Es mucho más simple dejar claro desde el principio quién tiene razón y quién se equivoca. Como en las películas de dibujos animados, es mucho más cómodo saber de entrada quién es el bueno y quién es el malo.

Casi nadie tiene tiempo ni ganas de hacer el esfuerzo de contrastar informaciones y llegar a una opinión propia basada en las fuentes de mayor fiabilidad

Por eso muchos políticos de demasiados partidos -no solo en nuestro país-, así como muchos periodistas, han llegado a la conclusión de que lo que funciona en la publicidad y en el marketing tiene necesariamente que funcionar en otros campos. Mensajes directos, sencillos, potentes, que estén claros desde el principio (la fuerza del titular, que todos conocemos bien), sin que importe demasiado si es verdad o no. El ciudadano medio que ojea el periódico leyendo los titulares y las cuatro líneas destacadas en negrita y cree que se ha enterado de lo que está pasando usa esa “información” para comentar las noticias con sus compañeros de trabajo, con su familia y amigos, y se siente ofendido si alguien le llama la atención sobre detalles que él no ha retenido en la memoria, y mucho más si le dicen que aquella noticia era simplemente mentira. Si, además, esa otra información viene de un diario que no es el que uno lee habitualmente, la ofensa es mayor porque procede del “enemigo” y, por tanto, no puede ser cierta.

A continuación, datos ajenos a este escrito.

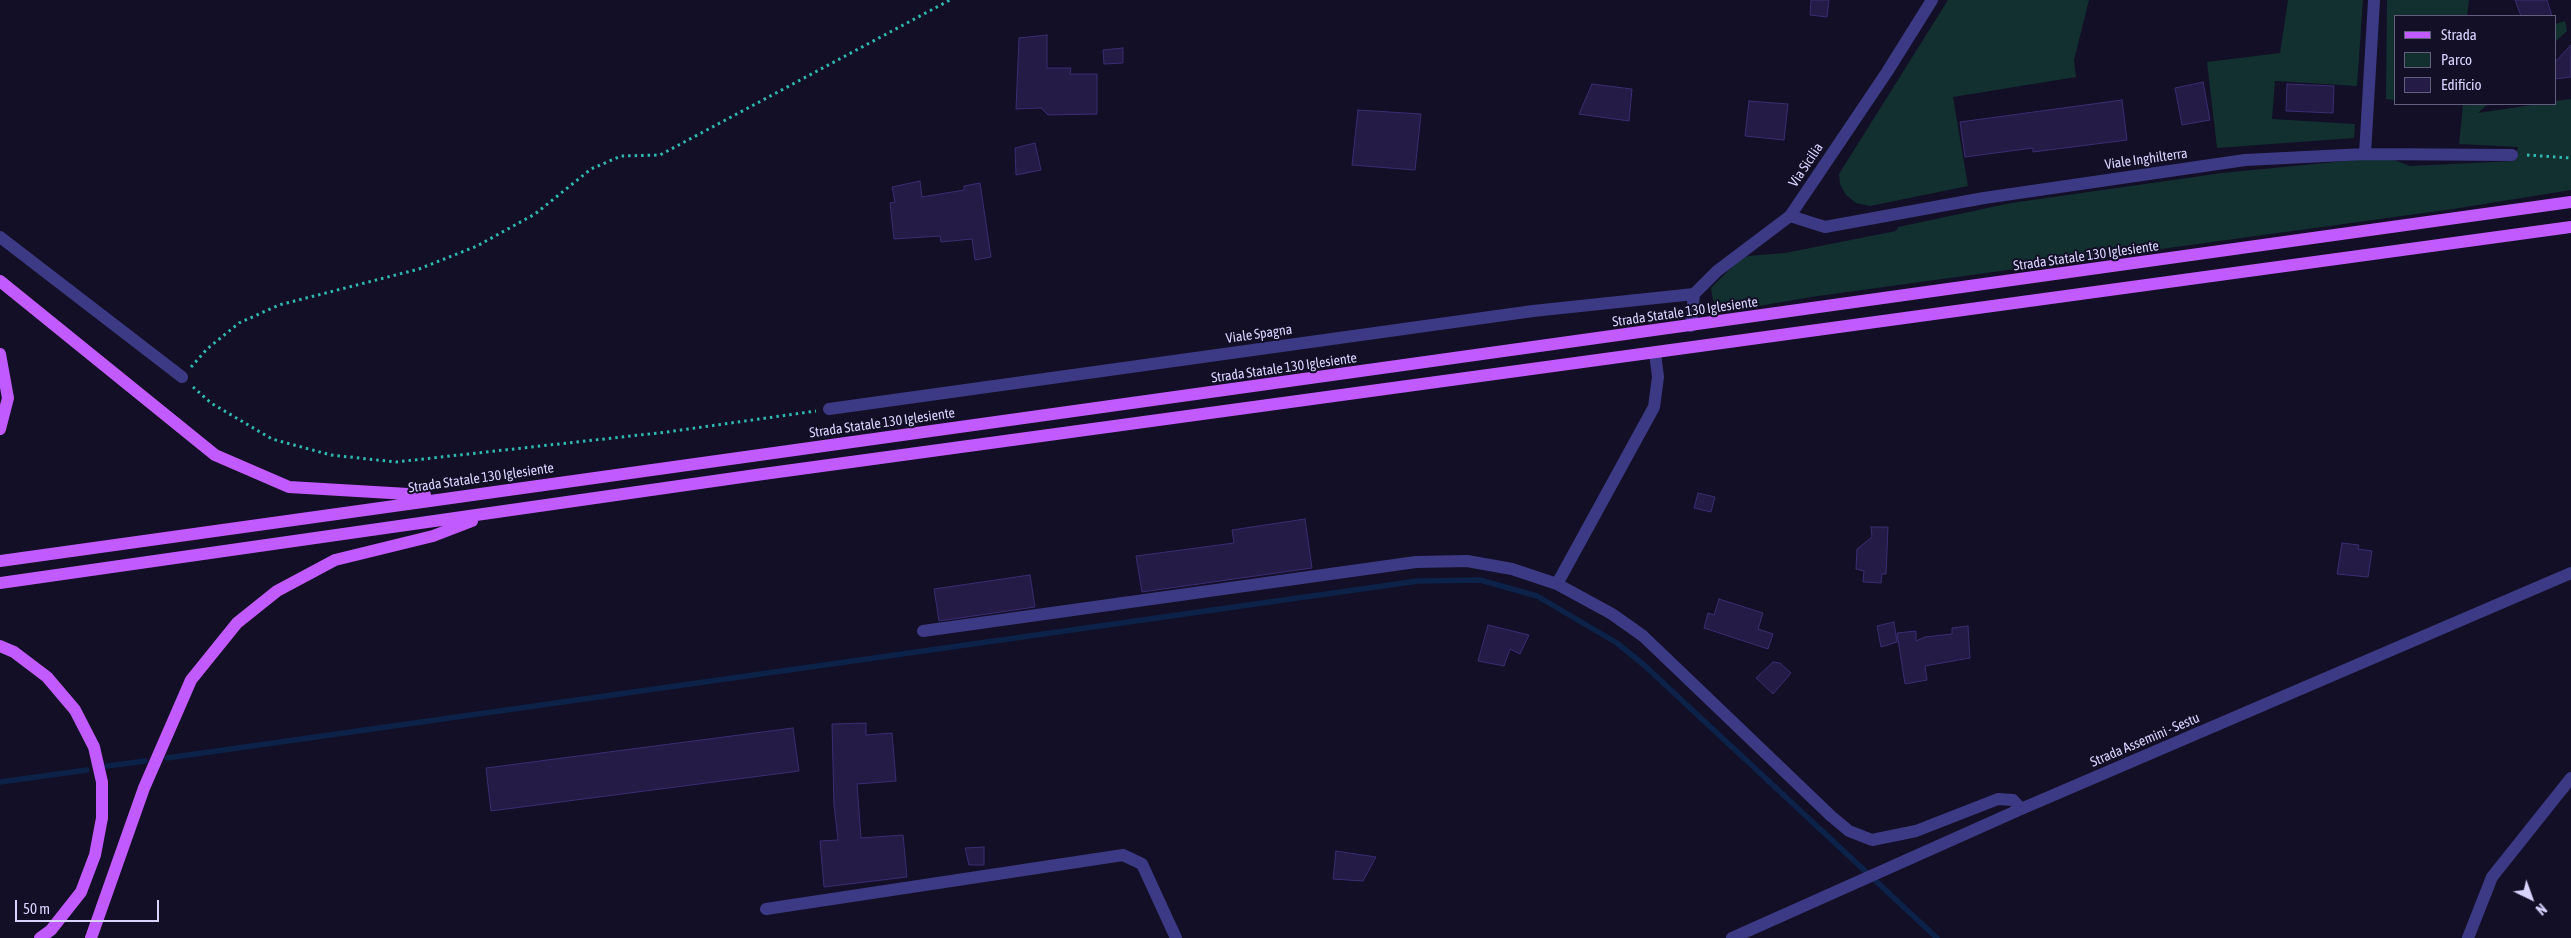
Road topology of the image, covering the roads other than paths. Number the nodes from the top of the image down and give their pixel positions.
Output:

Casi nadie tiene tiempo ni ganas de hacer el esfuerzo de contrastar informaciones y llegar a una opinión propia basada en las fuentes de mayor fiabilidad. Las mentiras son fáciles de colocar y de creer porque, al carecer de matices, se entienden a la primera, suscitan una fuerte respuesta emocional y refuerzan las (con frecuencia erróneas) creencias propias que ya están basadas en mentiras anteriores. Por supuesto, la ignorancia general -en cuestiones científicas, históricas, políticas, económicas… en cualquier campo- también ayuda mucho a creer cosas absurdas y defenderlas contra viento y marea.

Desde hace unos años las mentiras y noticias falsas se han hecho habituales y ya nadie se escandaliza por ello. El “calumnia, que algo queda” se ha convertido en la forma normal de relacionarse en ambientes políticos. El “si te acusan, niégalo” es lo más frecuente. Ya tienen que pintar mal las cosas para que alguien dimita. Estamos empezando a funcionar como ya predijo Orwell en su “1984”: se reduce la ración de chocolate, pero se informa a la población de que la ración ha sido aumentada, y nadie protesta. Lo curioso es que Orwell hablaba de una sociedad totalitaria donde disentir llevaba a la tortura y a la muerte, y nosotros estamos en una sociedad donde no disentimos por pura estupidez; ni siquiera por cobardía, sino porque, en el fondo, nos da igual. Eso es lo peligroso, y lo terrible.